A virtual code application in the following form causes a function with
non-@code{nil} virtual code @code{@var{f}} to be applied to every item
in a list.

@table @emph
@item T22
[[@code{map}]] @code{@var{f}} = @code{((nil,nil),((nil,@var{f}),nil))}
@end table

@noindent
@cindex @code{map}
The @code{map} mnemonic is used in @code{silly} to express applications
in this form as @code{map @var{f}}.  This operation is also well known to
lisp users and functional programmers.  The semantics is determined by
these two operator properties (for non-@code{nil} @code{@var{f}}).

@table @emph
@item P24
([[@code{map}]] @code{@var{f}}) @code{nil} = @code{nil}
@item P25
([[@code{map}]] @code{@var{f}}) @code{(@var{x},@var{y})} = @code{(@var{f} @var{x},(}[[@code{map}]] @code{@var{f}) @var{y})}
@end table

@noindent
Note that the representation of lists described in 
@ref{Representation of Numeric and Textual Data}, is assumed.

@node Filter, Reduce, Map, List Combinators
@subsubsection Filter

@cindex @code{filter}
Another well known list operation is that which applies a predicate to
every item of a list, and deletes those for which the predicate is
false. For a predicate with virtual code @code{@var{p}}, such an
application can be coded conveniently in this form,

@table @emph
@item T23
[[@code{filter}]] @code{@var{p}} = @code{((nil,nil),(nil,(@var{p},nil)))}
@end table

@noindent
which is to say that writing @code{((nil,nil),(nil,(@var{p},nil)))} in
@code{silly} is the same as writing @code{filter @var{p}}.

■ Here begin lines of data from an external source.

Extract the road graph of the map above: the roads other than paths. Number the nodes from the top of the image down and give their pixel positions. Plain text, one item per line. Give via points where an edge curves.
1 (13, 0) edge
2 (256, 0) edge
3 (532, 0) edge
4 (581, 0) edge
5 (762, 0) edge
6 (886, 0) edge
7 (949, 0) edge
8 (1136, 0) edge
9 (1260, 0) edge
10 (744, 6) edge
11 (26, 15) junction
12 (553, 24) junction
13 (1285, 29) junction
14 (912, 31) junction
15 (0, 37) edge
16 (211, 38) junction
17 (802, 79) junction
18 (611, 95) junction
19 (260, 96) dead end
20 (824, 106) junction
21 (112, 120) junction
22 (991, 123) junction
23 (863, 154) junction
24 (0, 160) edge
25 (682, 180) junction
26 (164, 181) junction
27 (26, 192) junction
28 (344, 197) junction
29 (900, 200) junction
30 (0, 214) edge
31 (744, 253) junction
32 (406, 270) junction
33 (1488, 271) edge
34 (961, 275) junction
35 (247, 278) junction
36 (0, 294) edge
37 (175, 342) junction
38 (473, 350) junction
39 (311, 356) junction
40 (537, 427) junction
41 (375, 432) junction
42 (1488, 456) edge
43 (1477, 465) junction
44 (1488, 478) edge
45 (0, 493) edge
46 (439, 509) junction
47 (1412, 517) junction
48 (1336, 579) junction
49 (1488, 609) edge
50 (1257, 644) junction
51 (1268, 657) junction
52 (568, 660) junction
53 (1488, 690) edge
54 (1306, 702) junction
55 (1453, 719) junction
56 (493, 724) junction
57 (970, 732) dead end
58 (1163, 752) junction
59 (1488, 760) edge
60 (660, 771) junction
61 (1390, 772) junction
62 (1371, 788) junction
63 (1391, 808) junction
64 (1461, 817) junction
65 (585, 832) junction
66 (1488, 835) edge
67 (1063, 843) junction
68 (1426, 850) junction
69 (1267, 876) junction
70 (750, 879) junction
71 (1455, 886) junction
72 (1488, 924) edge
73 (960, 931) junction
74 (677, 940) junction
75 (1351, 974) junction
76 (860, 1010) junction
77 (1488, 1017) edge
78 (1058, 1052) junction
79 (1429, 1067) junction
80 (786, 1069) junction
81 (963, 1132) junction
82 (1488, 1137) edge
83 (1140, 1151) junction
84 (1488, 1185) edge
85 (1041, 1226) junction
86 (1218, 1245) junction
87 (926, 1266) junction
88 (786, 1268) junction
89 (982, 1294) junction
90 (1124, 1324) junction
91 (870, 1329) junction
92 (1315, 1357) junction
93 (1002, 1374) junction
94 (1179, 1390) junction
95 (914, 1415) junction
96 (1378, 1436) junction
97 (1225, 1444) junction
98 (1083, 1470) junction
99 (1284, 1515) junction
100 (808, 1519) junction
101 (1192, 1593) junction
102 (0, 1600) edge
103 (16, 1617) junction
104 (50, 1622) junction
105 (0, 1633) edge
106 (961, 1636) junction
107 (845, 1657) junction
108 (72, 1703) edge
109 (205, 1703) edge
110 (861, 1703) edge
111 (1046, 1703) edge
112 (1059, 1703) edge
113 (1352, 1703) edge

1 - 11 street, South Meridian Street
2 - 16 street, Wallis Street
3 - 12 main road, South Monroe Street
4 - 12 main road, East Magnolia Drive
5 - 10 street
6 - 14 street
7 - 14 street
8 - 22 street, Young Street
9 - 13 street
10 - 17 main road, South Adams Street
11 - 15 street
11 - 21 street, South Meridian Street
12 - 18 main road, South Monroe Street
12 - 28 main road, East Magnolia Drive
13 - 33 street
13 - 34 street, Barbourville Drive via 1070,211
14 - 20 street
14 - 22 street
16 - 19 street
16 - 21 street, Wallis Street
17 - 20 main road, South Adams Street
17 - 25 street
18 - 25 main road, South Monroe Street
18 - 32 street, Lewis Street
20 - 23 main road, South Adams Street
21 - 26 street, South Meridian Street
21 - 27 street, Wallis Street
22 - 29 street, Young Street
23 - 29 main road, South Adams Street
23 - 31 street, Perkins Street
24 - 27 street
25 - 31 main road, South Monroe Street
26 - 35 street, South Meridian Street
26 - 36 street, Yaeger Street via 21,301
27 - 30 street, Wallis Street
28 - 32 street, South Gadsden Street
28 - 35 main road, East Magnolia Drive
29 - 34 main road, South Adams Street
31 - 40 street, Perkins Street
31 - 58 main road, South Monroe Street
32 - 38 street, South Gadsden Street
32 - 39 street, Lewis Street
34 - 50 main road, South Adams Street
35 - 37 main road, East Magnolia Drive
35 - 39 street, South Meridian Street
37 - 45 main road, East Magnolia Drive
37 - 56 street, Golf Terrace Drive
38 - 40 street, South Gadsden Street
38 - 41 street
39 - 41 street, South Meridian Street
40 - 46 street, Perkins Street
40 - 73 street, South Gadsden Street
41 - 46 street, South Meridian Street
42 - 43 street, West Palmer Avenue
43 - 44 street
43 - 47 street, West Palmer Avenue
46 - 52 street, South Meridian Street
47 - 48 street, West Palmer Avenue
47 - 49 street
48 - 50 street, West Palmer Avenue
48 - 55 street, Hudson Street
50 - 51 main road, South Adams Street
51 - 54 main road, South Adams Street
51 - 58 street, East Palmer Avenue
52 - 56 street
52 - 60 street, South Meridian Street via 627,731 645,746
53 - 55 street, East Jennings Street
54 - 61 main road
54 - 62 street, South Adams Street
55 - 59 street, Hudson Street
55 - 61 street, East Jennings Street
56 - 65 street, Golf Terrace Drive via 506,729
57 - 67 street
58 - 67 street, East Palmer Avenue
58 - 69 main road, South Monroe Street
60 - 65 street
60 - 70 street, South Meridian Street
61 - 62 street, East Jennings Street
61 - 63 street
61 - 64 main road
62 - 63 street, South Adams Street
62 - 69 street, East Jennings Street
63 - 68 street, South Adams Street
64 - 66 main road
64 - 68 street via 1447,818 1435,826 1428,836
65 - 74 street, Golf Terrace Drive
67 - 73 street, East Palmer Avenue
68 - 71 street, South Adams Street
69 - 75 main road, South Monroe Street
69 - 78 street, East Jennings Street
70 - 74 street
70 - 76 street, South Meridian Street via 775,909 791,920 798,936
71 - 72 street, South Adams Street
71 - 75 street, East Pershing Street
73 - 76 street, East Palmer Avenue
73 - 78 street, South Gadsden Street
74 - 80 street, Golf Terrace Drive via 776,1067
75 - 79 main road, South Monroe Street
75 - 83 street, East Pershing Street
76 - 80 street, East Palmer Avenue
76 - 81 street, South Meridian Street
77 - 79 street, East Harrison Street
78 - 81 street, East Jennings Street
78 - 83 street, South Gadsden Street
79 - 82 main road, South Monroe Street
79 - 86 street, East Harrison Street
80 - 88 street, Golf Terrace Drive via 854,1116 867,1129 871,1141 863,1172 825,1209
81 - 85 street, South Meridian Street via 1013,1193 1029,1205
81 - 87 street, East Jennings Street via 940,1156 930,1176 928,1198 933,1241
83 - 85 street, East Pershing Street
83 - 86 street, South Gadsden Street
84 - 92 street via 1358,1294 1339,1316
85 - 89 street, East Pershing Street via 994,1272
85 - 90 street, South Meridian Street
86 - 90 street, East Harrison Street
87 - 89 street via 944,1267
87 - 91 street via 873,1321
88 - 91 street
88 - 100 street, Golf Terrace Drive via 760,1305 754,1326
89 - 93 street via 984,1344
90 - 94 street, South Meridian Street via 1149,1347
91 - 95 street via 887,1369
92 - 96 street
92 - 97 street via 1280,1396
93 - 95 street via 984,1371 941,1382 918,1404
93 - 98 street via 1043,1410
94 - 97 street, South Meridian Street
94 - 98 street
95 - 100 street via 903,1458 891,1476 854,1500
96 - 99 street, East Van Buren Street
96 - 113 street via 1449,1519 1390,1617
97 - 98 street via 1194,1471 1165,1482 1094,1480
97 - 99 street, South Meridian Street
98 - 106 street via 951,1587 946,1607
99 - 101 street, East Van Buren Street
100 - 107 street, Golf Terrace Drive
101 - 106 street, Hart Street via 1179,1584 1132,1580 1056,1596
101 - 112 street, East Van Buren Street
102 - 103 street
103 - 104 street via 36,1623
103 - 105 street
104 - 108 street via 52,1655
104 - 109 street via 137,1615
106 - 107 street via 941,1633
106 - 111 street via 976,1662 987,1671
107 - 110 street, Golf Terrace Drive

The virtual machine detects code of this form provided that
@code{@var{p}} is other than @code{nil}, and evaluates it consistently
with the following properties, causing it to have the meaning that it
does.

@table @emph
@item P26
([[@code{filter}]] @code{@var{p}}) @code{nil} = @code{nil}
@item P27
([[@code{filter}]] @code{@var{p}}) @code{(@var{x},@var{y})} =
([[@code{filter}]] @code{@var{p}}) @code{@var{y}} if @code{@var{p} @code{@var{x}}} = @code{nil}
@item P28
([[@code{filter}]] @code{@var{p}}) @code{(@var{x},@var{y})} =
@code{(@var{x},}([[@code{filter}]] @code{@var{p}}) @code{@var{y})} if @code{@var{p} @var{x}} is a non-@code{nil} tree
@end table

@node Reduce, Sort, Filter, List Combinators
@subsubsection Reduce

@cindex @code{reduce}
In the virtual code fragment shown below, @code{@var{f}} should be
regarded as the virtual code for a binary operator, and @code{@var{k}}
is a constant.

@table @emph
@item T24
[[@code{reduce}]] @code{(@var{f},@var{k})} = @code{((nil,nil),((@var{f},@var{k}),nil))}
@end table

@noindent
By constructing a tree in the form shown, the @code{silly}
mnemonic @code{reduce} effectively constructs the code for a function
operating on lists in a particular way.

The effect of evaluating an application in this form with an argument
representing a list can be broken down into several cases.

@itemize @bullet
@item If the list is empty, then the value of @code{@var{k}} is the
result.
@item If the list has only one item, then that item is the result.
@item if the list has exactly two items, the first being @code{@var{x}} and the
second being @code{@var{y}}, then  the result is  @code{@var{f}
(@var{x},@var{y})}.
@item If the list has more than two items and an even number of them, the
result is that of evaluating the application with the list of values
obtained by partitioning the list into pairs of adjacent items, and
evaluating @code{@var{f}} with each pair.
@item If the list has more than two items and an odd number of them, the
result is that of evaluating the application with the list of values
obtained by partitioning the list into pairs of adjacent items excluding
the last one, evaluating @code{@var{f}} with each pair, and then
appending the last item to the list of values.
@end itemize

@noindent
In the last two cases, evaluation of the application is not necessarily
finished after just one traversal of the list, because it has to carry
on until the list is reduced to a single item.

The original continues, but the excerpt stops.